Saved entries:
= Beginning of Section =

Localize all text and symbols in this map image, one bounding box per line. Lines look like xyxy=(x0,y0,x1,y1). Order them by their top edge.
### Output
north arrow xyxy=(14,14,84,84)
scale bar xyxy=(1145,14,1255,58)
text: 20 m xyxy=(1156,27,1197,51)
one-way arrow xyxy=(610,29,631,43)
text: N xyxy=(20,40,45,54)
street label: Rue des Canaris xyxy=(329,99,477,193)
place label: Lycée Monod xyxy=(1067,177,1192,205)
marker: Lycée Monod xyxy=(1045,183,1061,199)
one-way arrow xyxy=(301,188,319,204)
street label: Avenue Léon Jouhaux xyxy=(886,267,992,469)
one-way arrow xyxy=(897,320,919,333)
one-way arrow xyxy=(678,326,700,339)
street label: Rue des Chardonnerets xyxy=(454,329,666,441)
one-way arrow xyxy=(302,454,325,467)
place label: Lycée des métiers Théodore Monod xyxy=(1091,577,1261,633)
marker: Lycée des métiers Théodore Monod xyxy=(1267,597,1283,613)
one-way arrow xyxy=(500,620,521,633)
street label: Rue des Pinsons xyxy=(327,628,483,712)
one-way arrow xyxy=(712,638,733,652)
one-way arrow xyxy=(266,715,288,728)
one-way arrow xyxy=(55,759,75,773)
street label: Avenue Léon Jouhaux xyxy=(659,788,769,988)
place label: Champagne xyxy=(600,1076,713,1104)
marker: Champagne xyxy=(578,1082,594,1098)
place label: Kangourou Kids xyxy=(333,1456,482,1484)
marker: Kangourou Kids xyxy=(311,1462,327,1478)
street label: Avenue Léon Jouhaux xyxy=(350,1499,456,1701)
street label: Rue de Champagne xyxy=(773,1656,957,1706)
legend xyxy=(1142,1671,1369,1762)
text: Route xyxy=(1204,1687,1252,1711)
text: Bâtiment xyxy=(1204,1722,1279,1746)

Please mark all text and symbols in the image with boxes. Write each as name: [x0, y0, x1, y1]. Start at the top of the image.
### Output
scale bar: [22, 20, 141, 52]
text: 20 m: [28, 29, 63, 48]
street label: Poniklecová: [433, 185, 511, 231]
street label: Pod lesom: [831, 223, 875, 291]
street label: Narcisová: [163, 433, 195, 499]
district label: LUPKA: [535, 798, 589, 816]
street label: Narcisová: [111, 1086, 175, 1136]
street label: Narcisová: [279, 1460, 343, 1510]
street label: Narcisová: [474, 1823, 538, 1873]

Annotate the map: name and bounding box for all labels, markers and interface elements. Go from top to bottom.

= End of Section =

Copy the entries word for word. Leave nothing out.

- WRITTEN REPLY
Localize all text and symbols in this map image, one bounding box per line. Lines look like xyxy=(x0,y0,x1,y1). Order them by their top edge.
### Output
north arrow xyxy=(14,14,84,84)
scale bar xyxy=(1145,14,1255,58)
text: 20 m xyxy=(1156,27,1197,51)
one-way arrow xyxy=(610,29,631,43)
text: N xyxy=(20,40,45,54)
street label: Rue des Canaris xyxy=(329,99,477,193)
place label: Lycée Monod xyxy=(1067,177,1192,205)
marker: Lycée Monod xyxy=(1045,183,1061,199)
one-way arrow xyxy=(301,188,319,204)
street label: Avenue Léon Jouhaux xyxy=(886,267,992,469)
one-way arrow xyxy=(897,320,919,333)
one-way arrow xyxy=(678,326,700,339)
street label: Rue des Chardonnerets xyxy=(454,329,666,441)
one-way arrow xyxy=(302,454,325,467)
place label: Lycée des métiers Théodore Monod xyxy=(1091,577,1261,633)
marker: Lycée des métiers Théodore Monod xyxy=(1267,597,1283,613)
one-way arrow xyxy=(500,620,521,633)
street label: Rue des Pinsons xyxy=(327,628,483,712)
one-way arrow xyxy=(712,638,733,652)
one-way arrow xyxy=(266,715,288,728)
one-way arrow xyxy=(55,759,75,773)
street label: Avenue Léon Jouhaux xyxy=(659,788,769,988)
place label: Champagne xyxy=(600,1076,713,1104)
marker: Champagne xyxy=(578,1082,594,1098)
place label: Kangourou Kids xyxy=(333,1456,482,1484)
marker: Kangourou Kids xyxy=(311,1462,327,1478)
street label: Avenue Léon Jouhaux xyxy=(350,1499,456,1701)
street label: Rue de Champagne xyxy=(773,1656,957,1706)
legend xyxy=(1142,1671,1369,1762)
text: Route xyxy=(1204,1687,1252,1711)
text: Bâtiment xyxy=(1204,1722,1279,1746)

Please mark all text and symbols in the image with boxes. Write each as name: [x0, y0, x1, y1]. Start at the top of the image.
### Output
scale bar: [22, 20, 141, 52]
text: 20 m: [28, 29, 63, 48]
street label: Poniklecová: [433, 185, 511, 231]
street label: Pod lesom: [831, 223, 875, 291]
street label: Narcisová: [163, 433, 195, 499]
district label: LUPKA: [535, 798, 589, 816]
street label: Narcisová: [111, 1086, 175, 1136]
street label: Narcisová: [279, 1460, 343, 1510]
street label: Narcisová: [474, 1823, 538, 1873]

Annotate the map: name and bounding box for all labels, markers and interface elements. Go from top to bottom.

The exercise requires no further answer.